• WORK REQUIRED: Each record below must come back exactly as written; its pictures must not.
(PROVIDED DATA)
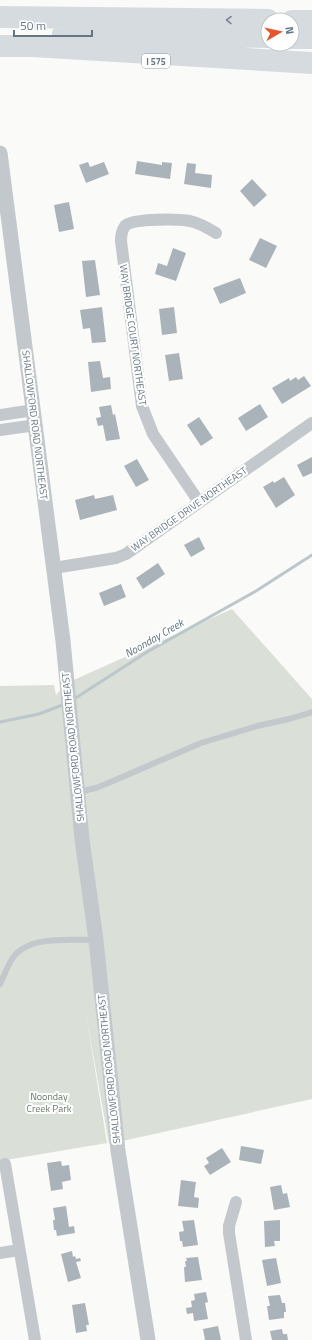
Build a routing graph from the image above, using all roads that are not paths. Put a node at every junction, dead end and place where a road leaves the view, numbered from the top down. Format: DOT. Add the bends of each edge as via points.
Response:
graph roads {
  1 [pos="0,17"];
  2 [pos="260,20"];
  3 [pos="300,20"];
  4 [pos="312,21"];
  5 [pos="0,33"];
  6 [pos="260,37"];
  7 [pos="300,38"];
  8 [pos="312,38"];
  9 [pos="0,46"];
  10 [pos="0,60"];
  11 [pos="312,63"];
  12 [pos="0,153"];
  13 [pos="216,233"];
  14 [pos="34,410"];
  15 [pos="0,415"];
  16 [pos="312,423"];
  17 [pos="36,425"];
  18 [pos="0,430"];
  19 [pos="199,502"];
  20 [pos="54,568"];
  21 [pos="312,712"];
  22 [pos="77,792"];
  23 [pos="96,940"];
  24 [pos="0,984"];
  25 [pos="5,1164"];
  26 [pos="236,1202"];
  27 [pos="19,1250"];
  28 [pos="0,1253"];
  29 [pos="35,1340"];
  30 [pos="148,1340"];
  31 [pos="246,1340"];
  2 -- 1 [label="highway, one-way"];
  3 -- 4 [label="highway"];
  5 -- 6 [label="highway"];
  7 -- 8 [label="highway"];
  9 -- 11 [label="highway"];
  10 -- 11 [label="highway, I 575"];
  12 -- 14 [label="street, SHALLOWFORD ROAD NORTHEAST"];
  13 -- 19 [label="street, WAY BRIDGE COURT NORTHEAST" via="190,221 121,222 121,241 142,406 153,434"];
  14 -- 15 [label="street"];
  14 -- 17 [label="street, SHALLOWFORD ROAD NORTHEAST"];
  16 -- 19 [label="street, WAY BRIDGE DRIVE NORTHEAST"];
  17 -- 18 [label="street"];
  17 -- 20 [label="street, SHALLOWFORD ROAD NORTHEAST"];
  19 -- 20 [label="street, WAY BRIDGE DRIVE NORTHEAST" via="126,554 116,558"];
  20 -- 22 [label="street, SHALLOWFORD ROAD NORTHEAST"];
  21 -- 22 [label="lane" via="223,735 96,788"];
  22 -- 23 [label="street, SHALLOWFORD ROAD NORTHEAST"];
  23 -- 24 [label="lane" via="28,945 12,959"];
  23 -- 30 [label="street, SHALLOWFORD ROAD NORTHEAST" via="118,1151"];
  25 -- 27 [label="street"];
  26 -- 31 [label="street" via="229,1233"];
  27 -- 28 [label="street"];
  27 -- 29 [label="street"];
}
(End PROVIDED DATA)
• RESPONSE TO THE EXERCISE:
Build a routing graph from the image above, using all roads that are not paths. Put a node at every junction, dead end and place where a road leaves the view, numbered from the top down. Format: DOT. Add the bends of each edge as via points.
Response:
graph roads {
  1 [pos="0,17"];
  2 [pos="260,20"];
  3 [pos="300,20"];
  4 [pos="312,21"];
  5 [pos="0,33"];
  6 [pos="260,37"];
  7 [pos="300,38"];
  8 [pos="312,38"];
  9 [pos="0,46"];
  10 [pos="0,60"];
  11 [pos="312,63"];
  12 [pos="0,153"];
  13 [pos="216,233"];
  14 [pos="34,410"];
  15 [pos="0,415"];
  16 [pos="312,423"];
  17 [pos="36,425"];
  18 [pos="0,430"];
  19 [pos="199,502"];
  20 [pos="54,568"];
  21 [pos="312,712"];
  22 [pos="77,792"];
  23 [pos="96,940"];
  24 [pos="0,984"];
  25 [pos="5,1164"];
  26 [pos="236,1202"];
  27 [pos="19,1250"];
  28 [pos="0,1253"];
  29 [pos="35,1340"];
  30 [pos="148,1340"];
  31 [pos="246,1340"];
  2 -- 1 [label="highway, one-way"];
  3 -- 4 [label="highway"];
  5 -- 6 [label="highway"];
  7 -- 8 [label="highway"];
  9 -- 11 [label="highway"];
  10 -- 11 [label="highway, I 575"];
  12 -- 14 [label="street, SHALLOWFORD ROAD NORTHEAST"];
  13 -- 19 [label="street, WAY BRIDGE COURT NORTHEAST" via="190,221 121,222 121,241 142,406 153,434"];
  14 -- 15 [label="street"];
  14 -- 17 [label="street, SHALLOWFORD ROAD NORTHEAST"];
  16 -- 19 [label="street, WAY BRIDGE DRIVE NORTHEAST"];
  17 -- 18 [label="street"];
  17 -- 20 [label="street, SHALLOWFORD ROAD NORTHEAST"];
  19 -- 20 [label="street, WAY BRIDGE DRIVE NORTHEAST" via="126,554 116,558"];
  20 -- 22 [label="street, SHALLOWFORD ROAD NORTHEAST"];
  21 -- 22 [label="lane" via="223,735 96,788"];
  22 -- 23 [label="street, SHALLOWFORD ROAD NORTHEAST"];
  23 -- 24 [label="lane" via="28,945 12,959"];
  23 -- 30 [label="street, SHALLOWFORD ROAD NORTHEAST" via="118,1151"];
  25 -- 27 [label="street"];
  26 -- 31 [label="street" via="229,1233"];
  27 -- 28 [label="street"];
  27 -- 29 [label="street"];
}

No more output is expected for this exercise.